Former Detroit Mayor Kilpatrick Convicted On Corruption Charges
Former Detroit Mayor Kwame Kilpatrick, once a rising star in the Democratic Party, was convicted in a Detroit federal court Monday on a variety of corruption-related charges.
Here's how Michigan Radio sums up the news:
"The federal government has won its RICO [racketeering] case against Kwame Kilpatrick and his longtime contractor friend Bobby Ferguson. Kwame's father, Bernard Kilpatrick, was found not guilty in the racketeering charges, but he was found guilty of one tax charge. Kilpatrick and his longtime contractor friend Bobby Ferguson have been found guilty on multiple racketeering, extortion, wire and mail fraud charges. Kilpatrick has also been found guilty of mail and wire fraud."
Kilpatrick has faced a small mountain of charges in recent years and already served some time in prison for other crimes. Last September, as the federal case against him began, Morning Edition ran through his recent history:
"In 2008, the then-mayor was embroiled in a scandal over racy text messages to his mistress, and his family was being pursued for interviews by what he labeled a white racist media. At the end of a televised State of the City address, before a handpicked crowd of supporters, Kilpatrick fired back at his critics. ...
"Six months later, a far more subdued Kilpatrick resigned from office and admitted to a judge he'd lied about the text messages during a deposition.
" 'I lied under oath in the case of Gary Brown and Harold Nelthrope versus the city of Detroit. I did so with the intent to mislead the court, and the jury, and to impede and obstruct the fair administration of justice,' Kilpatrick said.
"He was sentenced to four months in jail and $1 million restitution.
"But while on probation, a judge found him guilty of hiding assets and sentenced him to 14 months of prison time."
Today, as the Detroit Free Press writes:
"Kilpatrick, his father Bernard Kilpatrick and his contractor friend Bobby Ferguson faced a combined 45 charges accusing them of racketeering, extortion, bribery and mail fraud, among other things. Kwame Kilpatrick faced 30 counts, Ferguson faced 11 and Bernard Kilpatrick, Kilpatrick's father, faced four.

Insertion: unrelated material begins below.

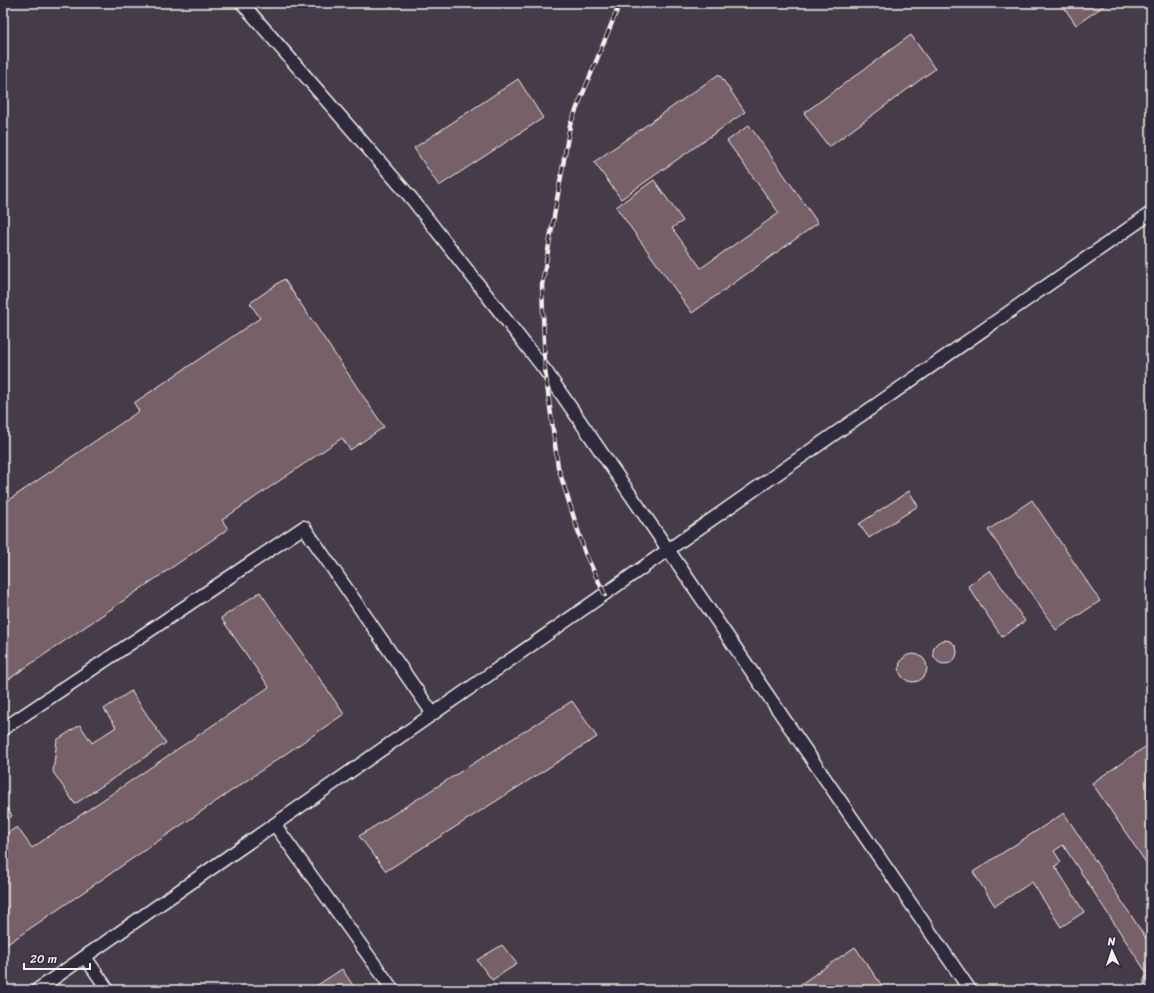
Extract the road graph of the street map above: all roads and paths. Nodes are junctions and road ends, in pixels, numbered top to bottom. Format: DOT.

"Kilpatrick was convicted on 24 of 30 counts. He and Ferguson were found guilty on multiple counts of extortion. Kilpatrick was also found guilty on several charges of mail fraud, wire fraud and for filing false taxes. Bernard Kilpatrick was convicted on one tax count, but there was no verdict for Bernard Kilpatrick on the racketeering charge.
"The most weighty of the charges was the one levied under the Racketeer Influenced and Corrupt Organization Act (RICO), a 1970 law that was initially designed to combat organized crime but has since been used in several public corruption trials. In the Detroit case, prosecutors charged the group they called the 'Kilpatrick Enterprise' engaged in a pattern of criminal activity — one of the requirements of RICO -- that included at least two criminal acts."
According to the newspaper, "the most serious charges, including racketeering and mail fraud, carry maximum 20-year prison sentences."